[Saved data entries]
------------------------------------------------

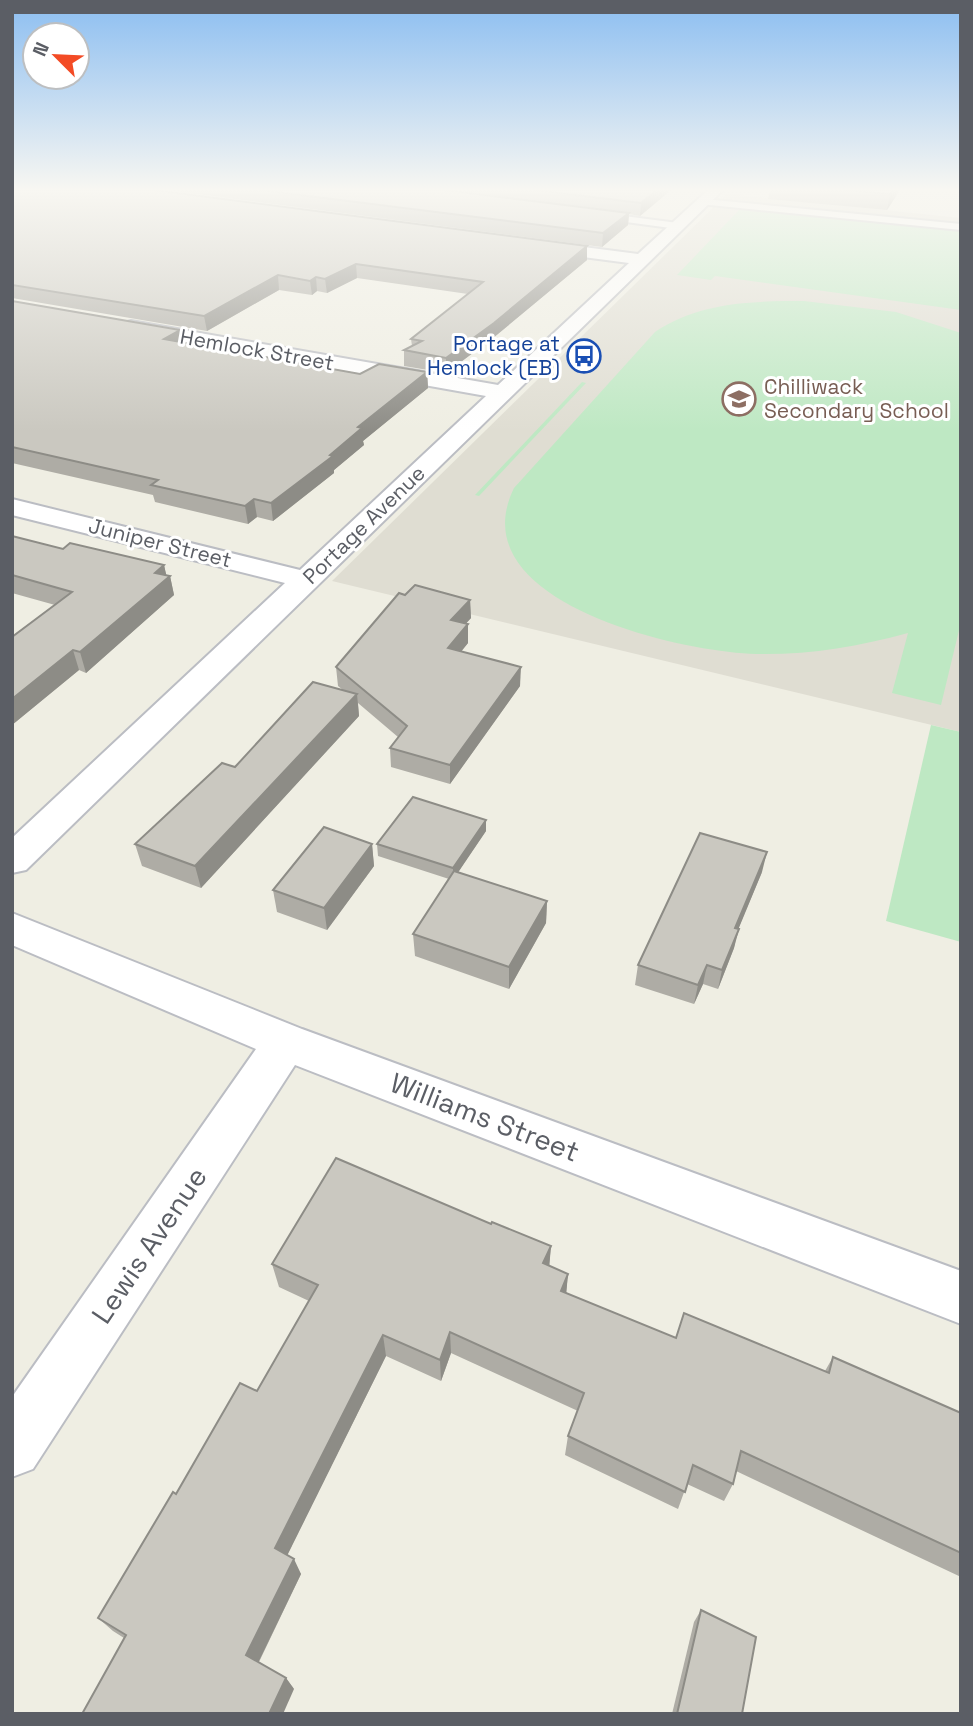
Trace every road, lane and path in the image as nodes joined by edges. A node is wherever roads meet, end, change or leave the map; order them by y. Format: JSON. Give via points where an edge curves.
{"nodes":[{"id":1,"x":632,"y":271,"type":"edge"},
{"id":2,"x":108,"y":323,"type":"edge"},
{"id":3,"x":503,"y":393,"type":"junction"},
{"id":4,"x":12,"y":507,"type":"edge"},
{"id":5,"x":307,"y":580,"type":"junction"},
{"id":6,"x":12,"y":860,"type":"edge"},
{"id":7,"x":12,"y":928,"type":"edge"},
{"id":8,"x":286,"y":1042,"type":"junction"},
{"id":9,"x":961,"y":1298,"type":"edge"},
{"id":10,"x":12,"y":1448,"type":"edge"}],
"edges":[{"from":1,"to":3,"type":"street","name":"Portage Avenue"},
{"from":2,"to":3,"type":"street","name":"Hemlock Street"},
{"from":3,"to":5,"type":"street","name":"Portage Avenue"},
{"from":4,"to":5,"type":"street","name":"Juniper Street"},
{"from":5,"to":6,"type":"street","name":"Portage Avenue"},
{"from":7,"to":8,"type":"street","name":"Williams Street"},
{"from":8,"to":9,"type":"street","name":"Williams Street"},
{"from":8,"to":10,"type":"street","name":"Lewis Avenue"}]}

------------------------------------------------

▶ _The problem_
Please provide a faithful transcription of all the data, pictures excluded.

▶ _Expected answer_
Trace every road, lane and path in the image as nodes joined by edges. A node is wherever roads meet, end, change or leave the map; order them by y. Format: JSON. Give via points where an edge curves.
{"nodes":[{"id":1,"x":632,"y":271,"type":"edge"},
{"id":2,"x":108,"y":323,"type":"edge"},
{"id":3,"x":503,"y":393,"type":"junction"},
{"id":4,"x":12,"y":507,"type":"edge"},
{"id":5,"x":307,"y":580,"type":"junction"},
{"id":6,"x":12,"y":860,"type":"edge"},
{"id":7,"x":12,"y":928,"type":"edge"},
{"id":8,"x":286,"y":1042,"type":"junction"},
{"id":9,"x":961,"y":1298,"type":"edge"},
{"id":10,"x":12,"y":1448,"type":"edge"}],
"edges":[{"from":1,"to":3,"type":"street","name":"Portage Avenue"},
{"from":2,"to":3,"type":"street","name":"Hemlock Street"},
{"from":3,"to":5,"type":"street","name":"Portage Avenue"},
{"from":4,"to":5,"type":"street","name":"Juniper Street"},
{"from":5,"to":6,"type":"street","name":"Portage Avenue"},
{"from":7,"to":8,"type":"street","name":"Williams Street"},
{"from":8,"to":9,"type":"street","name":"Williams Street"},
{"from":8,"to":10,"type":"street","name":"Lewis Avenue"}]}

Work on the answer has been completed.